Libya’s National Oil Corporation (NOC) warned on Monday of a “painful wave of closures” after declaring force majeure on exports from the Zueitina oil port.
“Workers of the companies: Zueitina, Mellitah, Sarir and AGOCO on Sunday were forced to completely and gradually shut down production,” NOC said in a statement, referring to its units that export through the Zueitina crude terminal.
The NOC announces the state of force majeure of Zueitina port, and warns of the start of a painful wave of closures at the time of the oil and gas price boom.https://t.co/im8acanV1Ghttps://t.co/pfjMCxI4OG pic.twitter.com/gnmiMjlZri
— National Oil Corporation المؤسسة الوطنية للنفط (@NOC_Libya) April 18, 2022
“These interruptions were caused by the entry of a group of individuals into the port of Zueitina and prevented workers from continuing to start exports, which made it impossible for the NOC to implement its contractual obligations,” NOC said.
It said the closure of facilities would affect electricity output at Zueitina and northern Benghazi power plants and also lead to a shortage of cooking gas supplies in eastern Libya.
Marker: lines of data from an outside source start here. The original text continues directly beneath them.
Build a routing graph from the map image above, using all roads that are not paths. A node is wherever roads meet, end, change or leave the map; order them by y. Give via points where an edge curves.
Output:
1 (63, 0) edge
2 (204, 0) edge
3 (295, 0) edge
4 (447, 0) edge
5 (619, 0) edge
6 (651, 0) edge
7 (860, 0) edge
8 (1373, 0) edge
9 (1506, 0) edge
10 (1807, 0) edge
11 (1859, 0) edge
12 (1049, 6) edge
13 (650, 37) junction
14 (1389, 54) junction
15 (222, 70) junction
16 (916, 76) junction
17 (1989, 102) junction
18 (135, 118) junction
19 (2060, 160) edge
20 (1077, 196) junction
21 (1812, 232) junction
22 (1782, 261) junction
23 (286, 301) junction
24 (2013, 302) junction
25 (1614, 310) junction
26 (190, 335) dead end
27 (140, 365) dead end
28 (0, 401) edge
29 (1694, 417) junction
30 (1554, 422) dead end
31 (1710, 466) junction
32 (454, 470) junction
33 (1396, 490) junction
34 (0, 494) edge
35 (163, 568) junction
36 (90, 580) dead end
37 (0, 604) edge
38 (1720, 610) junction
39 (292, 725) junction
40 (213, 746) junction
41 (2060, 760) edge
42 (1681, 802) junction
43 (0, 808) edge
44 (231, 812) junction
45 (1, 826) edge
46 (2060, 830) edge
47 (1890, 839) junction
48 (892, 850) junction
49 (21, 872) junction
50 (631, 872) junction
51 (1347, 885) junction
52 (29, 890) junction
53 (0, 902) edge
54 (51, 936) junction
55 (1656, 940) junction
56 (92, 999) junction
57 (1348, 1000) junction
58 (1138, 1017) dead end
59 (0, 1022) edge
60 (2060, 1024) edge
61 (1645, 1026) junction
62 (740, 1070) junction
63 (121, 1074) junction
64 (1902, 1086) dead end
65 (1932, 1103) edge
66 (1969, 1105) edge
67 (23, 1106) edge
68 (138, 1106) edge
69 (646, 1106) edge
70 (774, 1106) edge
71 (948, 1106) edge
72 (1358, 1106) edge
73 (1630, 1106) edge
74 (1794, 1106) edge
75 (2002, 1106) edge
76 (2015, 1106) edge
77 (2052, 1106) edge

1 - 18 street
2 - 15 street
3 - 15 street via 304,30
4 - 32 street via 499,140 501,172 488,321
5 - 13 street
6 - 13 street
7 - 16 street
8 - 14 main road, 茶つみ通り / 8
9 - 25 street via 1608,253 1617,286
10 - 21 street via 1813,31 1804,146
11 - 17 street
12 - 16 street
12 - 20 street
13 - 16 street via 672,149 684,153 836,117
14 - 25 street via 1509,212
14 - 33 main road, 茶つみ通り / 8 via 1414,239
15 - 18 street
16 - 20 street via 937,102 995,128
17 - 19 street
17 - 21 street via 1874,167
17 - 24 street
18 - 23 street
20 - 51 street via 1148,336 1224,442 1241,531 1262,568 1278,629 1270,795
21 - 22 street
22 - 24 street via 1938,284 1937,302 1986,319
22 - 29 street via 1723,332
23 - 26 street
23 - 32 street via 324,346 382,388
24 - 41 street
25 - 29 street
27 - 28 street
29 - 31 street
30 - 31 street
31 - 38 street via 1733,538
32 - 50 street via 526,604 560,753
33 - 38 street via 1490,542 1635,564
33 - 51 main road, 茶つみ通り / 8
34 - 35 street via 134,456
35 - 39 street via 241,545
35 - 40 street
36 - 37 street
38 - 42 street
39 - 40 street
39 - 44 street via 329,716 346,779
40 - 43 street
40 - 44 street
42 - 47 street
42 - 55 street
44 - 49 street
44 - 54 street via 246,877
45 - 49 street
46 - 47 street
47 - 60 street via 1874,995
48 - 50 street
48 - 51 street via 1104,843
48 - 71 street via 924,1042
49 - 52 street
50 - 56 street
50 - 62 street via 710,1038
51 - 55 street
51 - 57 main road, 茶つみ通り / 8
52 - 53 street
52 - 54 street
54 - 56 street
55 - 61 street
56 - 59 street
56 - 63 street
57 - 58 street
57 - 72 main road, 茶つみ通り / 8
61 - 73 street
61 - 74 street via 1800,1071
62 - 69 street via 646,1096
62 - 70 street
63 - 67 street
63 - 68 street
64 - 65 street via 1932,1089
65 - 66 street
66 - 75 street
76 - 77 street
“We urge the general Libyan people to form a local public opinion aimed at maintaining the flow of oil to the world markets and taking advantage of the current price boom,” NOC chairman Mustafa Sanalla said in the statement.
This comes a day after the state-owned oil company declared force majeure at El Feel oilfield, which was also shut down by another group of individuals.